Manila. Für all die, die täglich daran vorbeigehen, ist der kleine Western-Union-Laden in der Timog Avenue nichts Besonderes. Untergebracht im Erdgeschoß eines kleinen schäbigen Hotels sitzen fünf Mitarbeiter dicht gedrängt hinter einer Glasscheibe. In einem Eckregal stehen unter einer Heiligenstatue drei große Plastikschweine, links und rechts davon unzählige weitere Deko-Artikel. An der Wand hängt eine große Weltkarte, daneben zeigen drei Uhren die wichtigsten Referenzpunkte an: New York, London und Riad. Western-Union-Shops wie diesen gibt es zu Tausenden in Manila.
Doch für Lalaine Ruth Cocon bedeutet das kleine Western-Union-Geschäft im Osten der philippinischen Hauptstadt, das zugleich auch als Reisebüro fungiert, die Welt. Einmal im Monat kommt die 31-Jährige hierher, um jenes Geld abzuholen, das ihr ihre Schwester aus Australien überweist. 8000 Pesos, rund 150 Euro, sind es meistens, mühsam zusammengespart vom Gehalt als Haushälterin. "Ohne dieses Geld könnte ich nicht die Schule besuchen", sagt Cocon. Vier Monate muss sie noch hinter sich bringen, dann hat sie die einjährige Ausbildung als Pflegerin abgeschlossen.
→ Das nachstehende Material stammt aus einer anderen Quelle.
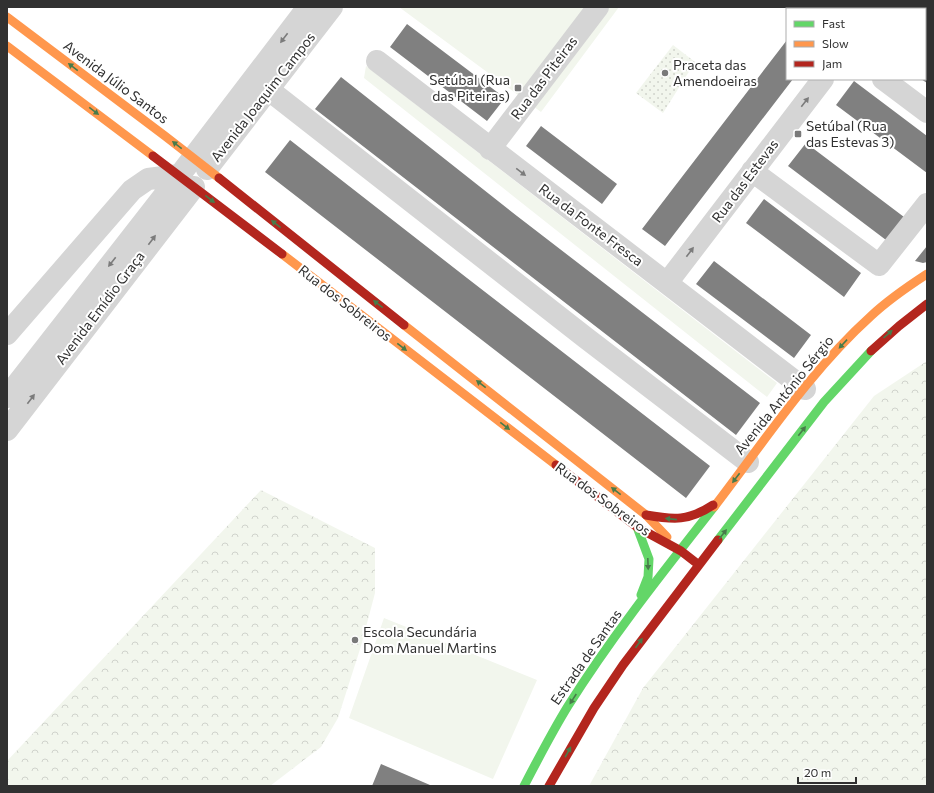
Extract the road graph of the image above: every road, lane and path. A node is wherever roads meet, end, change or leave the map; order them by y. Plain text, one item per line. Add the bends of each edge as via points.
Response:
1 (308, 7) edge
2 (332, 7) edge
3 (598, 7) edge
4 (7, 17) edge
5 (7, 46) edge
6 (377, 61) dead end
7 (822, 80) edge
8 (884, 80) edge
9 (268, 90) junction
10 (927, 112) edge
11 (490, 149) junction
12 (752, 171) junction
13 (196, 174) junction
14 (927, 204) edge
15 (927, 274) edge
16 (667, 283) junction
17 (927, 304) edge
18 (7, 334) edge
19 (805, 389) junction
20 (7, 397) edge
21 (7, 430) edge
22 (748, 462) junction
23 (719, 501) junction
24 (646, 515) junction
25 (637, 527) junction
26 (680, 551) junction
27 (699, 565) junction
28 (636, 609) junction
29 (524, 786) edge
30 (550, 786) edge

1 -> 13 street, Avenida Joaquim Campos
2 - 9 street, Avenida Joaquim Campos
3 - 11 street, Rua das Piteiras
13 -> 4 street, Avenida Júlio Santos
5 -> 13 street
6 - 11 street, Rua da Fonte Fresca
12 -> 7 street, Rua das Estevas
8 - 10 street
9 - 13 street, Avenida Joaquim Campos
9 - 22 street
11 -> 16 street, Rua da Fonte Fresca
12 - 14 street via 879,265
16 -> 12 street, Rua das Estevas
13 - 18 street via 148,179 132,190
13 -> 20 street, Avenida Emídio Graça
21 -> 13 street, Avenida Emídio Graça
24 -> 13 street, Rua dos Sobreiros
13 -> 25 street, Rua dos Sobreiros
15 -> 19 street, Avenida António Sérgio via 865,321 824,364
16 - 19 street, Rua da Fonte Fresca
27 -> 17 street via 848,374 873,347
19 - 22 street, Avenida António Sérgio
22 -> 23 street, Avenida António Sérgio
23 -> 24 street via 689,518 676,520
23 - 26 street, Avenida António Sérgio
24 - 26 street, Rua dos Sobreiros
25 - 26 street, Rua dos Sobreiros
25 -> 28 street via 649,559 648,577
26 - 27 street
26 - 28 street, Estrada de Santas
30 -> 27 street via 594,708
28 -> 29 street, Estrada de Santas via 562,715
In das Geschäft in der Timog-Avenue kommen aber nicht nur diejenigen, die dringend auf das Geld der im Ausland lebenden Verwandten angewiesen sind, um überhaupt über die Runden zu kommen. Auch Menschen wie Sophia Dv kommen. Als Anwältin gehört die 36-Jährige zur auch auf den Philippinen immer stärker wachsenden Mittelschicht und verfügt über ein solides Einkommen. Das Geld, das ihr seit drei Jahren in Saudi-Arabien als Elektroingenieur arbeitender Verlobter schickt, soll mithelfen, in den kommenden Jahren eine eigene Rechtsanwaltskanzlei aufzubauen. Auch für die Kinder möchte Dv etwas zur Seite legen. Später sollen auch sie einmal eine gute Ausbildung bekommen, sagt die 36-Jährige.
2,2 Millionen im Ausland
Zumindest 15 Kunden kommen jeden Tag in die Western-Union-Filiale in der Timog Avenue. Vor allem in der jüngeren Vergangenheit habe das Geschäft spürbar zugenommen, erzählen die Angestellen. Von Jahr zu Jahr würden mehr Menschen kommen, um aus dem Ausland überwiesenes Geld abzuheben.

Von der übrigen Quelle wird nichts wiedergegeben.